SMCI had a legendary 2024–2026 window: an accounting scandal, a near-delisting from a major exchange, the AI-server boom, wild multi-hundred-percent moves in both directions. Any strategy that fed on that name's volatility reverting would have looked great in that window. Whether it works when SMCI calms down, or has one big move that doesn't revert, is a very different question. And it is not a question you can answer from data that includes only the wild years.

The lesson: whenever a strategy leans on a small number of names, be honest about what you actually own. It's not a diversified portfolio. It's a concentrated bet with a lot of legs.

Trap two: the beautiful average that hides a regime flip

Even after removing SMCI, an interesting pattern remained.

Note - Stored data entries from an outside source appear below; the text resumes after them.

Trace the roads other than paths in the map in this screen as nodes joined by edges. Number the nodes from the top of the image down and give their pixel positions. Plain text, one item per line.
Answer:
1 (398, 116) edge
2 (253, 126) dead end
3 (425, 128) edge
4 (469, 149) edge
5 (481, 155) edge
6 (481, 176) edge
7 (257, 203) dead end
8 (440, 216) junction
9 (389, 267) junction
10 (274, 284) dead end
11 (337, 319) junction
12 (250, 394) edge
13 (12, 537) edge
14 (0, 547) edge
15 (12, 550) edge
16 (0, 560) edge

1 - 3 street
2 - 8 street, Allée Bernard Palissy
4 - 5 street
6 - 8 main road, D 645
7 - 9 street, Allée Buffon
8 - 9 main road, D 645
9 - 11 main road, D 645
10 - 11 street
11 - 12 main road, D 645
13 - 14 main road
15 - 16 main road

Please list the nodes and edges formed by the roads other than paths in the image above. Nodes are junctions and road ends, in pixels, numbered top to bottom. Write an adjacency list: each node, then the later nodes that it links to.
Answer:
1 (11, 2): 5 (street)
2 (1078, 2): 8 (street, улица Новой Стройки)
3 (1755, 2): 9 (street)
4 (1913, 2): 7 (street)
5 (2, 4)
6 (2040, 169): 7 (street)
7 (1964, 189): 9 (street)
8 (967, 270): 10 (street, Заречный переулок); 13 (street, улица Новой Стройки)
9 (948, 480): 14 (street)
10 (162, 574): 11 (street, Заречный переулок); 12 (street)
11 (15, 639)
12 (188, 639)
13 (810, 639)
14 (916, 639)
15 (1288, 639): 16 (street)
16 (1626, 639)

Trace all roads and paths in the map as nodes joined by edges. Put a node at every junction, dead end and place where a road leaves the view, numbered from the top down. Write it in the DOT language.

A broader cross-sectional reversion on the full XLK tech ETF universe (73 names) still showed a full-sample Sharpe of about 1.36.

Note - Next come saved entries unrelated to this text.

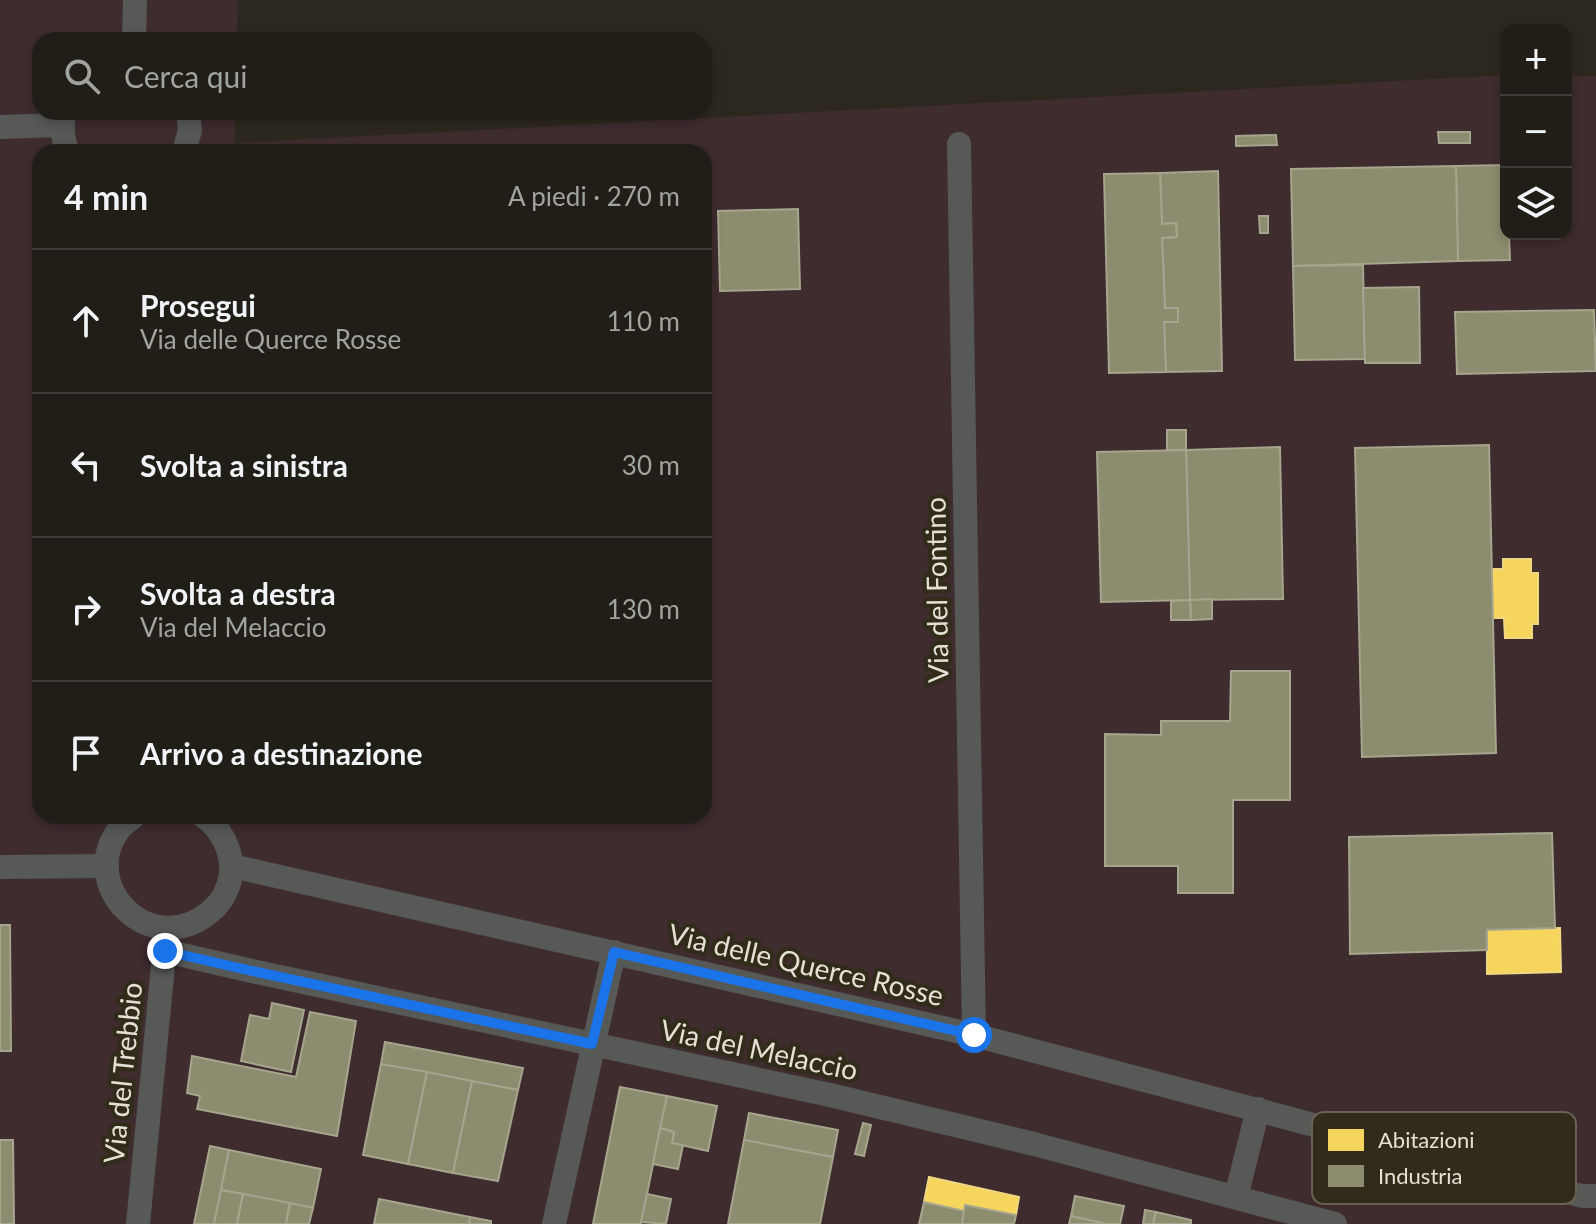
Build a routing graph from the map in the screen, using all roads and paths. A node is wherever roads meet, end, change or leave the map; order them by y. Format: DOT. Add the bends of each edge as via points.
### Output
graph roads {
  1 [pos="135,0"];
  2 [pos="134,32"];
  3 [pos="55,120"];
  4 [pos="63,120"];
  5 [pos="189,120"];
  6 [pos="0,127"];
  7 [pos="65,144"];
  8 [pos="186,144"];
  9 [pos="959,144"];
  10 [pos="125,824"];
  11 [pos="213,824"];
  12 [pos="107,866"];
  13 [pos="232,866"];
  14 [pos="0,867"];
  15 [pos="166,940"];
  16 [pos="614,952"];
  17 [pos="974,1035"];
  18 [pos="592,1044"];
  19 [pos="1258,1109"];
  20 [pos="1312,1124"];
  21 [pos="1236,1197"];
  22 [pos="138,1224"];
  23 [pos="554,1224"];
  24 [pos="1335,1224"];
  1 -- 2 [label="street"];
  3 -- 6 [label="street"];
  4 -- 7 [label="street"];
  5 -- 8 [label="street"];
  9 -- 17 [label="street, Via del Fontino"];
  10 -- 12 [label="street" via="111,846"];
  11 -- 13 [label="street" via="223,836"];
  12 -- 14 [label="street"];
  12 -- 15 [label="street, Via del Melaccio" via="118,902"];
  13 -- 15 [label="street" via="216,907"];
  13 -- 16 [label="street, Via delle Querce Rosse"];
  15 -- 18 [label="street, Via del Melaccio" via="252,971"];
  15 -- 22 [label="street, Via del Trebbio"];
  16 -- 17 [label="street, Via delle Querce Rosse"];
  16 -- 18 [label="street"];
  17 -- 19 [label="street, Via delle Querce Rosse"];
  18 -- 21 [label="street, Via del Melaccio" via="830,1095"];
  18 -- 23 [label="street"];
  19 -- 20 [label="street, Via delle Querce Rosse"];
  19 -- 21 [label="street"];
  21 -- 24 [label="street, Via del Melaccio"];
}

Then we broke it out by year.

Bar chart showing the same broad tech reversion strategy with a Sharpe of -1.55 in 2025 and +2.17 in 2026, averaging to a headline +1.36

The strategy had a Sharpe of negative 1.55 in 2025 (a full calendar year) and positive 2.17 in the first half of 2026. The pretty +1.36 average is what you'd calculate on paper. It is not what anyone would have actually experienced. What they would have experienced is a year of bleeding, quitting the strategy in disgust, and then watching it work brilliantly for someone else the next year.

This is not the "same edge, some noise around it" kind of variability. This is the sign flipping. In 2025, dislocations continued (momentum). In 2026, they reverted (mean reversion). The strategy is fundamentally regime-dependent, and the two regimes look opposite from each other.

You can only harvest an edge like this if you know which regime you're in before the fact. With two and a half years of data and one flip, you cannot build a reliable regime detector. You would be guessing, and the cost of guessing wrong is a year of drawdowns.

The lesson: never trust a headline Sharpe on a multi-year backtest without breaking it out year by year. If a full calendar year is negative, you don't have an edge. You have a lucky average.

Trap three: the more you test, the more "signal" you invent

This is the trap that catches almost every retail quant, and a fair number of professional ones. You sit down to build a strategy and try one idea. Sharpe of 0.5. Meh. Try another. And another. And another. Eventually one has a Sharpe of 2.7. You've found the winner.

Except you haven't. You've discovered a statistical certainty called the expected maximum. Even when the true edge of every strategy you're testing is exactly zero, if you test enough of them, some will look great by chance alone. Not "might" look great. Will.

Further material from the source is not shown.